Recruitment and selection -- most general managers and supervisors are not aware of the many legalities of interviewing. This leads to complaints of discrimination. HR professionals on the other hand, have the skills to build competency and skills maps, job descriptions, job ads and interview questions that ensure the right person for the right job at the right time while adhering to appropriate legislation.
Compensation and benefits -- let's face it, employees want to be paid fairly for the amount of effort they put in. Human resource professionals can set up a pay structure that ensures fairness and equity between all jobs in your organization. Otherwise, you'll soon find new employees are paid more than established workers while an employee salary raise might be based on a manager's emotions of the day.

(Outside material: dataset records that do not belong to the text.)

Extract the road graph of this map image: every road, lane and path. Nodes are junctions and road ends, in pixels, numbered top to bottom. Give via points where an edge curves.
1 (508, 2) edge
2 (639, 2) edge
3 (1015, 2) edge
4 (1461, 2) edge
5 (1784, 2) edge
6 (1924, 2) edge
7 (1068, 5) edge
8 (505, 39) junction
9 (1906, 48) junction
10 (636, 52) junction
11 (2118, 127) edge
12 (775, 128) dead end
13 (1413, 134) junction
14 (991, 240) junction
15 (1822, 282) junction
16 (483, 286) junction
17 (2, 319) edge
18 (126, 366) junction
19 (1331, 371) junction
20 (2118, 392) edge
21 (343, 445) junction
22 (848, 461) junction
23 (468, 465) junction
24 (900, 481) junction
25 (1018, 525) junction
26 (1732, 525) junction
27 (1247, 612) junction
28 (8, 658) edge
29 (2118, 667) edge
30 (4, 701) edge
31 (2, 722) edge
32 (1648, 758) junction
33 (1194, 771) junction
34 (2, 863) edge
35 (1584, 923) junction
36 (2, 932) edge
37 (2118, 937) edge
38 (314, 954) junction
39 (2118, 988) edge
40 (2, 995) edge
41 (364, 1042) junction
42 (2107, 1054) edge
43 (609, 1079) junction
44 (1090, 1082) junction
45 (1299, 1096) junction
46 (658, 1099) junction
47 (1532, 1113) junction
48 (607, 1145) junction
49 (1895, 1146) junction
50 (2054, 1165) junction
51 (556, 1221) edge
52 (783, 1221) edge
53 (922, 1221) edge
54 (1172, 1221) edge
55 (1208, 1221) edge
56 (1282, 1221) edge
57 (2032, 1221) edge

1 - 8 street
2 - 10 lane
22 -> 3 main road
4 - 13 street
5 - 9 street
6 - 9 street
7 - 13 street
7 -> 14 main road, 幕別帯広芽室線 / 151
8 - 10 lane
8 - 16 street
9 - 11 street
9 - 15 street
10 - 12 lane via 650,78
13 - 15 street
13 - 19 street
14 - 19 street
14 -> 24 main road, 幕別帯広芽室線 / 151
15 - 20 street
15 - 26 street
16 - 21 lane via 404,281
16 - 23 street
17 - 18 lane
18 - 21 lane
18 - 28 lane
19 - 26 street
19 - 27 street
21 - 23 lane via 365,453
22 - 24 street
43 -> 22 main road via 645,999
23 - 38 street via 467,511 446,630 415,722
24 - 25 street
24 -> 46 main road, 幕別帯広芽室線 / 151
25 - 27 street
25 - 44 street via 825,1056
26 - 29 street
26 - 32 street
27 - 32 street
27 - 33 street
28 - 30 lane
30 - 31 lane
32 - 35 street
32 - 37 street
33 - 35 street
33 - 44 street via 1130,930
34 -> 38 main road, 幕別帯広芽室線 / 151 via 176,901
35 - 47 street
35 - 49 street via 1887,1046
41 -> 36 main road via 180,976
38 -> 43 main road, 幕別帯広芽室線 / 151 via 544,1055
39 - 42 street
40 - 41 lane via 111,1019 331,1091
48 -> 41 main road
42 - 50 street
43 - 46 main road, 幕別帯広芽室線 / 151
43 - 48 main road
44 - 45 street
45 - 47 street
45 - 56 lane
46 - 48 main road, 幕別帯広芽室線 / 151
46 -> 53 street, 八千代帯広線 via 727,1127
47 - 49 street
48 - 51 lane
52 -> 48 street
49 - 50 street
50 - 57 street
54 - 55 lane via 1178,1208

Employee relations -- employee complaints and concerns brought forward but not addressed and/or not dealt with according to employment standards and/or human rights legislation is frankly what causes employers the most pain. A human resource professional understands these requirements and can assist you to resolve complaints before they result in a formal complaint, a financial penalty or restitution and all the bad publicity that follows.
Policy manual development and training -- every organization needs an updated policy manual and a method to keep it current with changing legislation. Supervisors need to know how to apply the policies while employees need to know what their rights and obligations are. A human resource professional plays a key role in developing a policy manual, conducting the needed training and is always available to answer questions on procedure.
Training and development -- staying ahead as a leader in your industry sector requires continually upgrading of equipment. The same strategy applies to employees; they must become continuous learners. A human resource professional can assist by developing a training plan, help managers to identify competencies, assess and develop training strategies, evaluate programs and search out training vendors.
Personnel records management -- personnel records is another area where employers frequently encounter complaints and subsequent legal issues. Human resource professionals know what specific items are to be included, who has access, when and how employees are allowed access and how to protect individual privacy. Poor record management significantly increases organizational risk.
The profession of human resources has grown by leaps and bounds over the past 25 years. Today, human resource professionals are highly trained and apply strategies to protect your organization in the complicated world of employment legislation. So, take my advice, avoid playing the psychological waiting game where you just won't make a decision while hoping your human resource issues will resolve themselves. Believe me; they'll only get worse without professional help.